• _MATERIAL SUPPLIED_

=== Begin Enclosure ===

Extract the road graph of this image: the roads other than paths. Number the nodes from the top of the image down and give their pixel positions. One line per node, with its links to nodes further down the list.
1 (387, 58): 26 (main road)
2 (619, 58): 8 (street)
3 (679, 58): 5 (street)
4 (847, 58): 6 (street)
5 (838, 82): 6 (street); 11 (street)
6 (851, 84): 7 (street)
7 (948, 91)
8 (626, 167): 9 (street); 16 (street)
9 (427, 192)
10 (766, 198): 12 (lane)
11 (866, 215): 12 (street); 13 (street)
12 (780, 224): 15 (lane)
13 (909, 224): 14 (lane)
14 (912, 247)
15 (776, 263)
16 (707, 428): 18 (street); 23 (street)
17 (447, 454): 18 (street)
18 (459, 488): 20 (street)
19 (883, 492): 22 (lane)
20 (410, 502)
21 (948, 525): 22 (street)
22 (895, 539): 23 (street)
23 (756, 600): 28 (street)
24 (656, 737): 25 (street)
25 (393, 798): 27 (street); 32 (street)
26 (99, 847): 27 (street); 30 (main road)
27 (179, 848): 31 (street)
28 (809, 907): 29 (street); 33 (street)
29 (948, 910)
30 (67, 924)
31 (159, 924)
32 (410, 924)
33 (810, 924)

=== End Enclosure ===

• _EXERCISE OBJECTIVE_
Repeat every line of the records, exactly as given.

• _FINISHED EXERCISE_
Extract the road graph of this image: the roads other than paths. Number the nodes from the top of the image down and give their pixel positions. One line per node, with its links to nodes further down the list.
1 (387, 58): 26 (main road)
2 (619, 58): 8 (street)
3 (679, 58): 5 (street)
4 (847, 58): 6 (street)
5 (838, 82): 6 (street); 11 (street)
6 (851, 84): 7 (street)
7 (948, 91)
8 (626, 167): 9 (street); 16 (street)
9 (427, 192)
10 (766, 198): 12 (lane)
11 (866, 215): 12 (street); 13 (street)
12 (780, 224): 15 (lane)
13 (909, 224): 14 (lane)
14 (912, 247)
15 (776, 263)
16 (707, 428): 18 (street); 23 (street)
17 (447, 454): 18 (street)
18 (459, 488): 20 (street)
19 (883, 492): 22 (lane)
20 (410, 502)
21 (948, 525): 22 (street)
22 (895, 539): 23 (street)
23 (756, 600): 28 (street)
24 (656, 737): 25 (street)
25 (393, 798): 27 (street); 32 (street)
26 (99, 847): 27 (street); 30 (main road)
27 (179, 848): 31 (street)
28 (809, 907): 29 (street); 33 (street)
29 (948, 910)
30 (67, 924)
31 (159, 924)
32 (410, 924)
33 (810, 924)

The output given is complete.